Problem: String Similarity (Z Function)

*Difficulty: Hard

Problem:

For two strings A and B, we define the similarity of the strings to be the length of the longest prefix common to both strings. For example, the similarity of strings “abc” and “abd” is 2, while the similarity of strings “aaa” and “aaab” is 3.

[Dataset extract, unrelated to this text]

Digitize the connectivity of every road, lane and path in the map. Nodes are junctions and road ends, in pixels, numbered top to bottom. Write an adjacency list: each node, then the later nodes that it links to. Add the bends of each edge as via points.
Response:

Calculate the sum of similarities of a string S with each of it’s suffixes.

Input:
The first line contains the number of test cases T. Each of the next T lines contains a string each.

Output:
Output T lines containing the answer for the corresponding test case.

Constraints:
1 <= T <= 10
The length of each string is at most 100000 and contains only lower case characters.

Sample Input:

2
ababaa  
aa

Sample Output:

11  
3

Explanation:
For the first case, the suffixes of the string are “ababaa”, “babaa”, “abaa”, “baa”, “aa” and “a”. The similarities of these strings with the string “ababaa” are 6,0,3,0,1, & 1 respectively. Thus, the answer is 6 + 0 + 3 + 0 + 1 + 1 = 11.

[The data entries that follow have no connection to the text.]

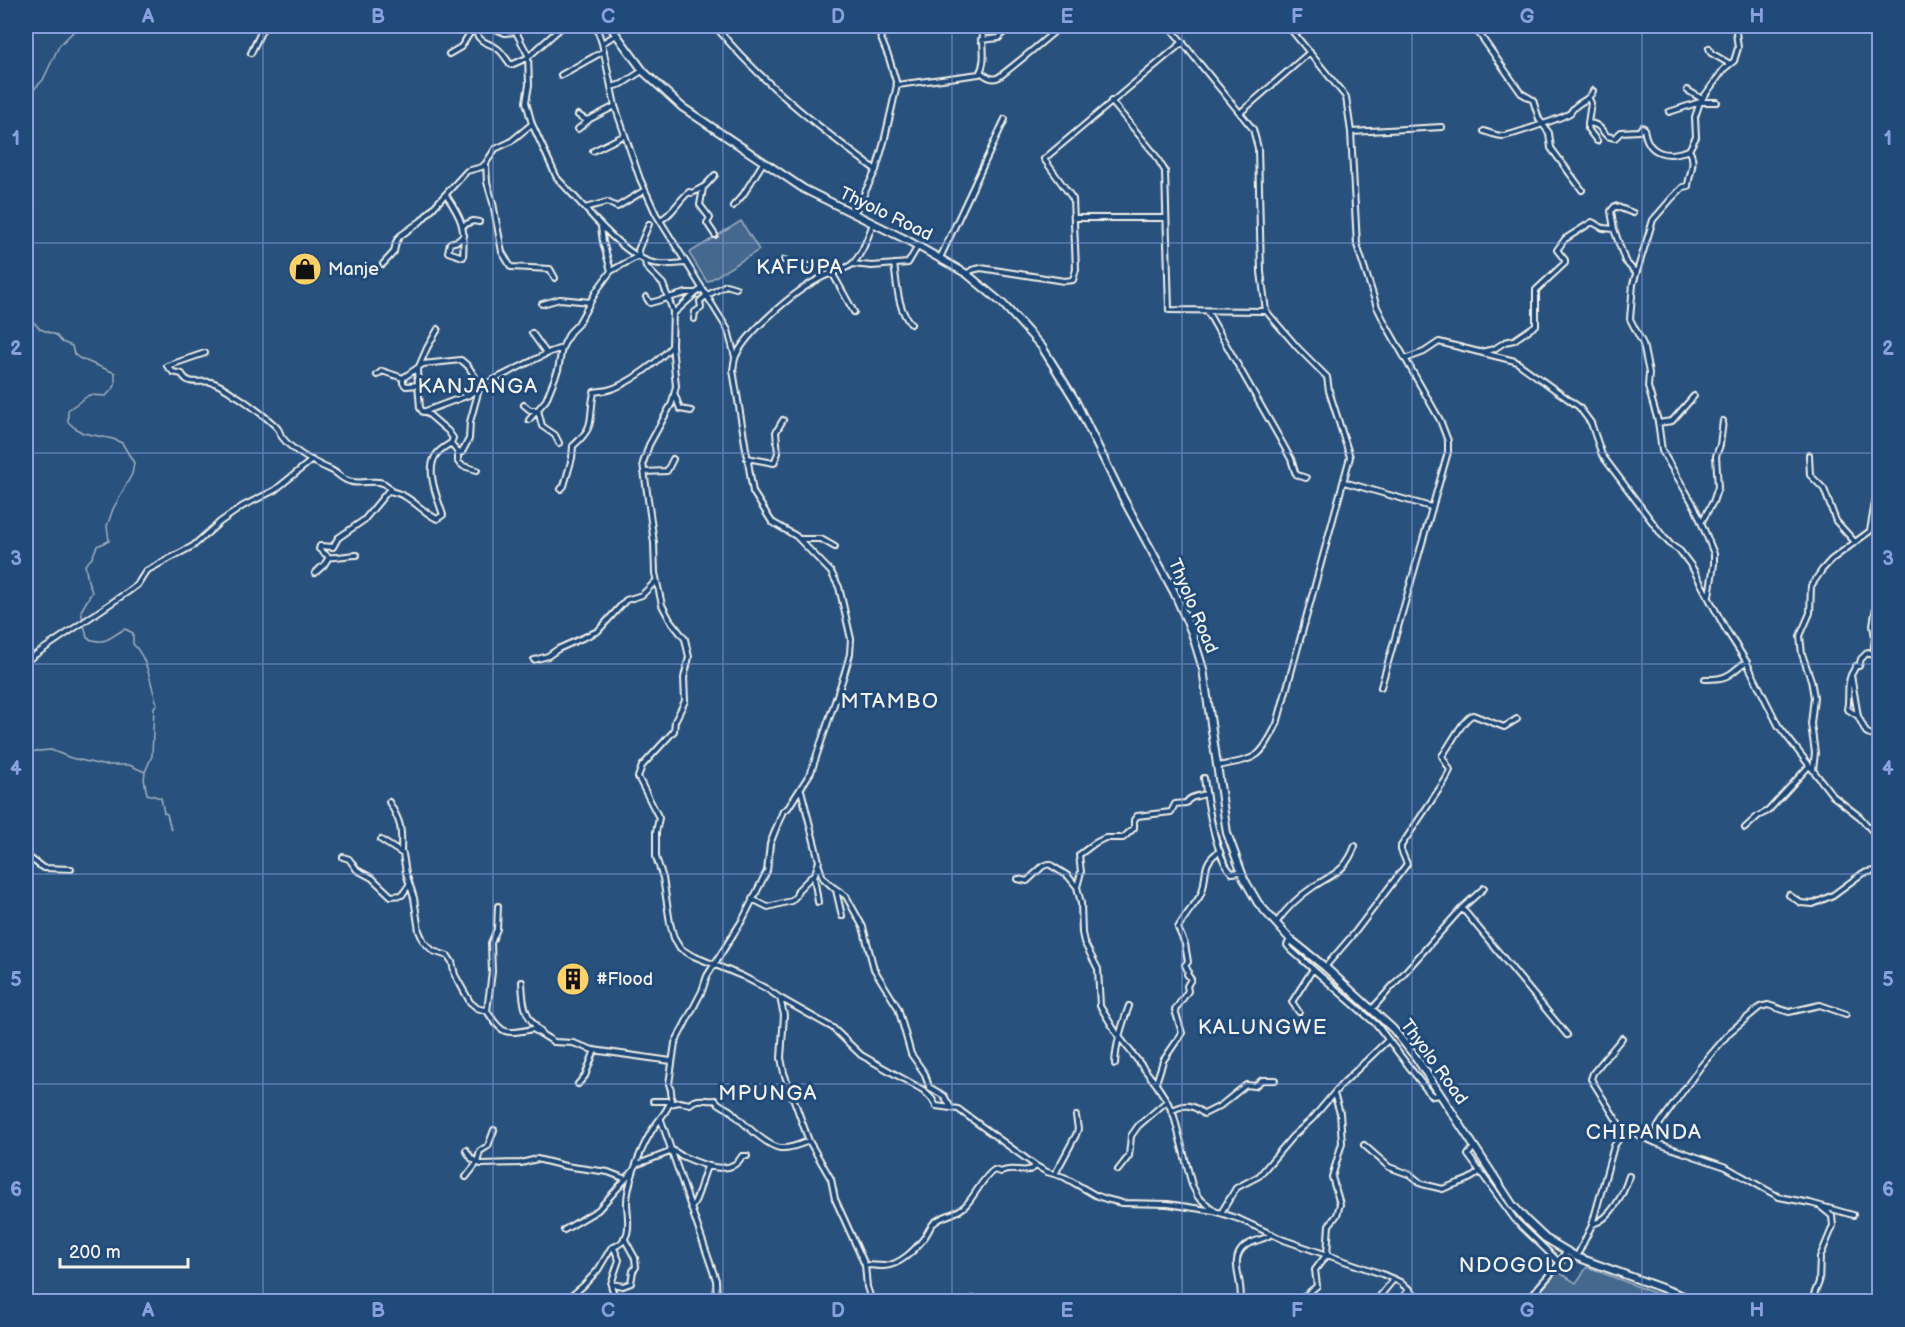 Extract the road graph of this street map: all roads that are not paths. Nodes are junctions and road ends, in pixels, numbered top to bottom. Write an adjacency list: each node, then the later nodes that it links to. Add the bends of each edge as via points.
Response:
1 (263, 26): 24 (street)
2 (465, 26): 16 (street)
3 (492, 26): 16 (street); 26 (street, via 505,33 516,32)
4 (563, 26): 26 (street)
5 (596, 26): 20 (street)
6 (610, 26): 17 (highway, Thyolo Road)
7 (715, 26): 58 (street, via 793,107)
8 (876, 26): 31 (street)
9 (983, 26): 18 (street)
10 (1009, 26): 18 (street, via 999,38)
11 (1060, 26): 29 (street, via 999,77)
12 (1169, 26): 19 (street)
13 (1288, 26): 23 (street)
14 (1476, 26): 47 (street, via 1521,93 1533,100)
15 (1738, 26): 27 (street, via 1738,48)
16 (474, 31): 25 (street); 26 (street, via 488,45 497,47 511,65)
17 (616, 35): 20 (street); 28 (highway, Thyolo Road)
18 (981, 40): 29 (street, via 984,55)
19 (1183, 42): 37 (street); 40 (street)
20 (602, 44): 22 (street)
21 (1709, 48): 27 (street)
22 (604, 51): 30 (street); 32 (street)
23 (1310, 52): 40 (street); 51 (street, via 1346,98)
24 (251, 54)
25 (449, 54)
26 (528, 55): 46 (street, via 526,102)
27 (1730, 64): 36 (street)
28 (642, 71): 32 (street); 57 (highway, Thyolo Road, via 682,107)
29 (980, 72): 31 (street, via 974,76)
30 (561, 75)
31 (897, 85): 58 (street)
32 (611, 87): 39 (street)
33 (1687, 90): 36 (street)
34 (1593, 91): 35 (street)
35 (1589, 99): 45 (street); 47 (street, via 1569,114)
36 (1701, 100): 38 (street); 41 (street); 54 (street, via 1695,117 1696,137)
37 (1111, 101): 68 (street, via 1044,159 1072,196); 69 (street, via 1165,171)
38 (1717, 102)
39 (615, 106): 43 (street); 52 (street)
40 (1241, 112): 102 (street, via 1257,142)
41 (1669, 112)
42 (578, 115): 43 (street)
43 (590, 119): 49 (street)
44 (1005, 119): 81 (street)
45 (1588, 123): 53 (street); 54 (street, via 1596,123 1613,138 1644,128 1648,142 1660,153 1672,155)
46 (532, 124): 56 (street, via 495,149); 65 (street, via 557,178)
47 (1543, 124): 50 (street, via 1503,136); 62 (street, via 1551,148)
48 (1442, 127): 51 (street)
49 (579, 129)
50 (1484, 131)
51 (1351, 132): 115 (street, via 1357,245 1377,307)
52 (625, 135): 55 (street); 61 (street)
53 (1598, 141)
54 (1689, 150): 90 (street, via 1693,161 1689,184 1654,218)
55 (592, 151)
56 (486, 163): 63 (street, via 467,171); 92 (street, via 505,258 511,267 550,269)
57 (763, 163): 64 (street); 67 (highway, Thyolo Road)
58 (876, 170): 67 (street)
59 (715, 175): 60 (street)
60 (703, 187): 70 (street, via 689,192); 78 (street, via 700,205 710,218 707,223)
61 (645, 190): 65 (street, via 617,207 607,202); 70 (street)
62 (1582, 190)
63 (446, 195): 74 (street); 85 (street, via 418,225 397,238 394,252)
64 (733, 206)
65 (585, 208): 75 (street)
66 (1633, 213): 76 (street, via 1614,206)
67 (854, 214): 73 (highway, Thyolo Road)
68 (1075, 218): 69 (street); 91 (street, via 1073,280 981,268)
69 (1166, 218): 101 (street, via 1169,310)
70 (660, 220): 84 (street)
71 (478, 222): 74 (street)
72 (649, 224): 80 (street)
73 (873, 224): 79 (highway, Thyolo Road); 86 (street)
74 (464, 225): 77 (street)
75 (601, 227): 80 (street); 88 (street)
76 (1614, 229): 90 (street, via 1625,261); 112 (street, via 1592,222 1565,239 1557,250 1565,263 1536,290 1536,325 1514,340)
77 (464, 235): 77 (street, via 464,257 448,252 450,243)
78 (715, 236)
79 (918, 246): 81 (highway, Thyolo Road); 87 (street, via 910,262)
80 (638, 256): 83 (street); 88 (street)
81 (940, 258): 91 (highway, Thyolo Road)
82 (784, 260): 89 (street, via 826,267)
83 (645, 261): 84 (street); 98 (street)
84 (685, 262): 94 (street)
85 (383, 264)
86 (852, 264): 87 (street); 89 (street)
87 (894, 264): 106 (street, via 905,317)
88 (611, 271): 99 (street)
89 (832, 272): 103 (street); 114 (street, via 783,305 756,329)
90 (1636, 273): 130 (street, via 1630,319 1643,345 1648,387)
91 (967, 274): 165 (highway, Thyolo Road, via 1015,316 1066,383 1174,592 1198,651)
92 (555, 278)
93 (736, 288): 96 (street, via 726,285)
94 (702, 290): 95 (street); 96 (street)
95 (696, 293): 98 (street); 104 (street)
96 (706, 296): 105 (street, via 700,301 701,308); 114 (street, via 728,330)
97 (646, 297): 98 (street, via 650,303)
98 (669, 299): 104 (street)
99 (590, 302): 100 (street, via 560,299); 110 (street)
100 (542, 304)
101 (1207, 311): 102 (street); 141 (street, via 1295,472)
102 (1266, 311): 142 (street, via 1327,377 1350,457)
103 (854, 312)
104 (673, 313): 109 (street)
105 (694, 319)
106 (911, 324)
107 (438, 329): 116 (street)
108 (532, 333): 113 (street)
109 (672, 345): 121 (street); 143 (street, via 640,374 612,389 594,392 592,417 586,434 573,446)
110 (562, 348): 113 (street); 124 (street, via 555,378)
111 (205, 353): 137 (street, via 167,366 192,382 212,382 249,403 278,428 285,440)
112 (1481, 353): 115 (street, via 1439,342); 154 (street, via 1522,365 1579,407 1591,423 1602,454 1662,535 1686,558)
113 (547, 354): 120 (street)
114 (735, 358): 135 (street, via 733,370)
115 (1406, 359): 145 (street, via 1448,441)
116 (419, 367): 118 (street); 119 (street); 120 (street, via 461,360)
117 (377, 375): 118 (street, via 382,371)
118 (404, 378): 119 (street, via 406,386)
119 (419, 385): 126 (street, via 420,408)
120 (480, 387): 126 (street); 133 (street, via 469,439)
121 (675, 394): 125 (street, via 680,409); 139 (street, via 649,445)
122 (1694, 396): 130 (street, via 1672,421)
123 (524, 405): 124 (street)
124 (538, 410): 127 (street); 132 (street, via 542,426)
125 (691, 411)
126 (426, 412): 131 (street, via 448,431)
127 (529, 420)
128 (783, 420): 135 (street, via 776,432 778,453 774,463)
129 (1723, 421): 146 (street, via 1716,456 1718,487)
130 (1658, 423): 146 (street, via 1662,451)
131 (451, 442): 133 (street); 144 (street, via 437,453 432,464 433,489 441,517 437,519 416,502)
132 (559, 443)
133 (458, 453): 138 (street, via 458,462)
134 (1809, 455): 148 (street, via 1810,475 1824,489 1836,521)
135 (747, 458): 147 (street, via 759,503 774,524)
136 (673, 459): 139 (street, via 667,471)
137 (312, 460): 144 (street, via 346,480 357,484 383,482); 157 (street, via 275,490 220,522 193,546 146,571 137,585)
138 (477, 470)
139 (644, 472): 153 (street)
140 (1877, 473): 148 (street, via 1871,527 1868,534)
141 (1306, 478)
142 (1344, 482): 145 (street); 165 (street, via 1277,724 1256,757)
143 (561, 489)
144 (391, 491): 151 (street, via 333,546 320,546)
145 (1431, 507): 161 (street)
146 (1702, 522): 154 (street, via 1714,559)
147 (799, 538): 149 (street, via 821,538); 169 (street, via 835,579 851,639 844,675)
148 (1854, 542): 167 (street, via 1831,560 1815,580 1810,613 1800,636 1814,697)
149 (835, 547)
150 (357, 555): 151 (street)
151 (328, 557): 152 (street)
152 (315, 573)
153 (656, 581): 156 (street, via 642,596 626,600 598,631); 198 (street, via 662,605 688,650 685,702 671,735 642,766 638,777 659,818 656,857 674,938 685,952)
154 (1708, 597): 158 (street)
155 (1876, 607): 159 (street, via 1873,655 1868,652)
156 (534, 660)
157 (26, 661)
158 (1747, 662): 160 (street, via 1730,674); 166 (street, via 1773,718)
159 (1851, 675): 162 (street); 162 (street, via 1847,708)
160 (1705, 679)
161 (1381, 687)
162 (1858, 716): 164 (street, via 1866,732)
163 (1517, 719): 199 (street, via 1504,727 1473,715 1466,718 1442,756 1450,770 1446,779 1401,846 1407,864)
164 (1880, 740)
165 (1218, 766): 183 (highway, Thyolo Road, via 1227,833)
166 (1809, 766): 167 (street); 172 (street, via 1768,811)
167 (1812, 771): 174 (street)
168 (1204, 778): 170 (street)
169 (801, 789): 180 (street); 191 (street, via 783,811 770,844 767,871)
170 (1206, 794): 177 (street); 188 (street, via 1175,804 1171,812 1137,816 1134,828 1123,838 1105,838 1095,843 1079,855 1081,872)
171 (389, 802): 176 (street, via 402,827)
172 (1745, 828)
173 (381, 840): 176 (street)
174 (1880, 840)
175 (1355, 846): 196 (street, via 1350,859 1333,877 1314,886)
176 (401, 851): 186 (street)
177 (1220, 851): 183 (street, via 1229,870 1234,874); 218 (street, via 1208,862 1201,895 1178,928 1191,979 1176,1010 1182,1033 1163,1061)
178 (26, 855): 181 (street, via 44,868)
179 (343, 856): 186 (street, via 392,896 402,895)
180 (819, 866): 184 (street); 187 (street, via 823,878)
181 (71, 869)
182 (1880, 870): 190 (street, via 1863,873 1813,904 1801,903)
183 (1240, 872): 196 (highway, Thyolo Road)
184 (815, 873): 191 (street, via 791,902 768,907); 192 (street)
185 (1018, 879): 188 (street, via 1027,881 1049,864)
186 (409, 885): 205 (street, via 418,931 424,942 433,951 448,956 470,1002)
187 (833, 887): 195 (street); 224 (street, via 846,896 863,927 874,969 898,1008 911,1054 929,1087 944,1096)
188 (1077, 887): 210 (street, via 1084,942 1098,969 1100,1006)
189 (1484, 888): 194 (street)
190 (1789, 895)
191 (752, 899): 198 (street)
192 (818, 902)
193 (498, 906): 205 (street, via 498,929 491,943)
194 (1462, 908): 204 (street); 209 (street)
195 (842, 916)
196 (1275, 923): 197 (highway, Thyolo Road)
197 (1290, 939): 199 (highway, Thyolo Road); 200 (street, via 1287,947)
198 (714, 964): 202 (street); 214 (street, via 675,1043)
199 (1324, 967): 204 (highway, Thyolo Road)
200 (1313, 969): 206 (street, via 1292,1002); 212 (street, via 1377,1025)
201 (522, 982): 208 (street, via 523,1006)
202 (780, 998): 224 (street, via 833,1028 858,1052 890,1073 923,1090 936,1106); 230 (street, via 784,1023 781,1065)
203 (1129, 1006): 210 (street)
204 (1372, 1009): 220 (highway, Thyolo Road, via 1417,1059)
205 (487, 1011): 208 (street, via 507,1033 533,1029)
206 (1299, 1012)
207 (1846, 1014): 231 (street, via 1820,1005 1789,1012 1768,1005 1760,1007 1730,1032 1701,1066 1660,1122)
208 (544, 1035): 213 (street, via 554,1042)
209 (1567, 1035)
210 (1120, 1037): 215 (street); 218 (street)
211 (1622, 1038): 229 (street, via 1591,1079)
212 (1388, 1040): 219 (street); 220 (street, via 1425,1089 1433,1096)
213 (595, 1050): 214 (street); 217 (street)
214 (671, 1061): 223 (street)
215 (1115, 1064)
216 (1275, 1080): 225 (street, via 1246,1085 1204,1114 1183,1104)
217 (578, 1084)
218 (1156, 1084): 222 (street)
219 (1334, 1094): 250 (street, via 1259,1176 1236,1188); 258 (street, via 1342,1143 1332,1177 1340,1204 1329,1225)
220 (1440, 1095): 233 (highway, Thyolo Road)
221 (653, 1101): 223 (street)
222 (1167, 1101): 225 (street); 241 (street, via 1131,1136 1129,1156)
223 (670, 1102): 227 (street); 230 (street, via 715,1100 773,1146 784,1148)
224 (951, 1107): 238 (street)
225 (1171, 1111): 249 (street, via 1192,1185 1198,1197)
226 (1076, 1116): 243 (street, via 1076,1135)
227 (661, 1119): 235 (street); 239 (street)
228 (494, 1130): 237 (street)
229 (1624, 1132): 231 (street); 252 (street, via 1614,1146)
230 (809, 1141): 261 (street, via 831,1179)
231 (1654, 1142): 247 (street, via 1726,1167 1779,1197)
232 (1364, 1145): 242 (street, via 1389,1167 1443,1190 1466,1182)
233 (1473, 1147): 242 (street, via 1468,1155); 257 (highway, Thyolo Road, via 1527,1221)
234 (466, 1150): 237 (street)
235 (670, 1150): 239 (street); 240 (street); 248 (street)
236 (747, 1156): 240 (street, via 726,1168)
237 (477, 1163): 245 (street); 246 (street, via 537,1159)
238 (1036, 1166): 243 (street); 261 (street, via 1027,1171 994,1170 985,1176 980,1189 965,1206 934,1223 914,1251 893,1264)
239 (636, 1167): 246 (street); 255 (street, via 627,1200 629,1229)
240 (707, 1167): 248 (street)
241 (1118, 1170)
242 (1479, 1172): 260 (street, via 1516,1221)
243 (1055, 1174): 249 (street, via 1095,1195 1122,1203)
244 (1629, 1176): 252 (street, via 1608,1215)
245 (466, 1177)
246 (626, 1179): 253 (street, via 598,1210)
247 (1819, 1205): 251 (street); 280 (street, via 1832,1216 1833,1226 1820,1257 1819,1282)
248 (692, 1208): 268 (street, via 716,1280)
249 (1214, 1210): 250 (street)
250 (1221, 1214): 254 (street)
251 (1853, 1215)
252 (1592, 1225): 259 (street)
253 (564, 1230)
254 (1272, 1234): 258 (street); 271 (street, via 1245,1246 1237,1256)
255 (624, 1238): 256 (street); 263 (street, via 636,1267 631,1283)
256 (614, 1248): 263 (street, via 619,1260); 267 (street, via 598,1270)
257 (1566, 1251): 259 (highway, Thyolo Road); 260 (street)
258 (1327, 1254): 262 (street); 272 (street, via 1315,1270 1317,1286)
259 (1577, 1257): 279 (highway, Thyolo Road)
260 (1560, 1263): 278 (street)
261 (865, 1265): 269 (street)
262 (1394, 1279): 264 (street); 273 (street)
263 (611, 1284): 266 (street)
264 (1410, 1289): 274 (street); 275 (street)
265 (973, 1299): 270 (street)
266 (616, 1301)
267 (564, 1302)
268 (717, 1302)
269 (872, 1302)
270 (965, 1302)
271 (1240, 1302)
272 (1297, 1302)
273 (1375, 1302)
274 (1398, 1302)
275 (1422, 1302)
276 (1436, 1302): 277 (street)
277 (1452, 1302)
278 (1526, 1302)
279 (1700, 1302)
280 (1811, 1302)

For the second case, the answer is 2 + 1 = 3.
Note: I copy entire problem from hackkerrank just for education purpose, please don’t give me a lawsuit for the license or copyright 🙂

How to solve:
Well, to be honest,  I can only think of two way to solve. Unfortunately, they’re both O(n^2) complexity. Here is the easiest one, which I can instantly think of
Screen Shot 2016-07-15 at 11.10.22 AM
It works, but it’s too slow for all kind of input (I will explain later, because my second method work well on some kind of input, but not all) . The idea is dividing the string from input into substrings, check for the prefix similarity between the substring and the original string.

My second method:

Screen Shot 2016-07-15 at 11.17.07 AM

This work well on some input like this:

ababaa

Start, we got i = 1, l = 0, r = 0, n = 0 (n means next, store the position of the next point, the next point is the first character (count from 1) of the substring that is the same with the character at 0)
– The substring starts from i = 1 is ‘babaa’, prefix similarity = 0 , just because the first letter of the substring is different than the letter at position 0
– The substring starts from i = 2 is ‘abaa’, prefix similarity = 3 (‘aba’), l = 2, r = 4, n = 4. Here we can choose either to step forward from r or n, because they’re both equal 4. So i = 4
– The substring starts from i = 4 is ‘aa’, prefix similarity = 1 (‘a’), l = 4,r=4,n=0. Here because l == r, i will be equal with r + 1. Then reset l,r to zero
– The substring starts from i = 5 is ‘a’, prefix similarity = 1 (‘a’), l = 4, r = 4, n = 0. Here is reach the end of the string, we check l,r. If l is not zero, if l equals r, then plus 1, otherwise, plus ((r-l)+1)
Result = length(s) + 0 + 3 + 1 + 1 = 11
But this method will run with O(n^2) complexity on some input like this:

aaaaaaa

abababababa

 

And here is the ultimate method, aka Z FUNCTION .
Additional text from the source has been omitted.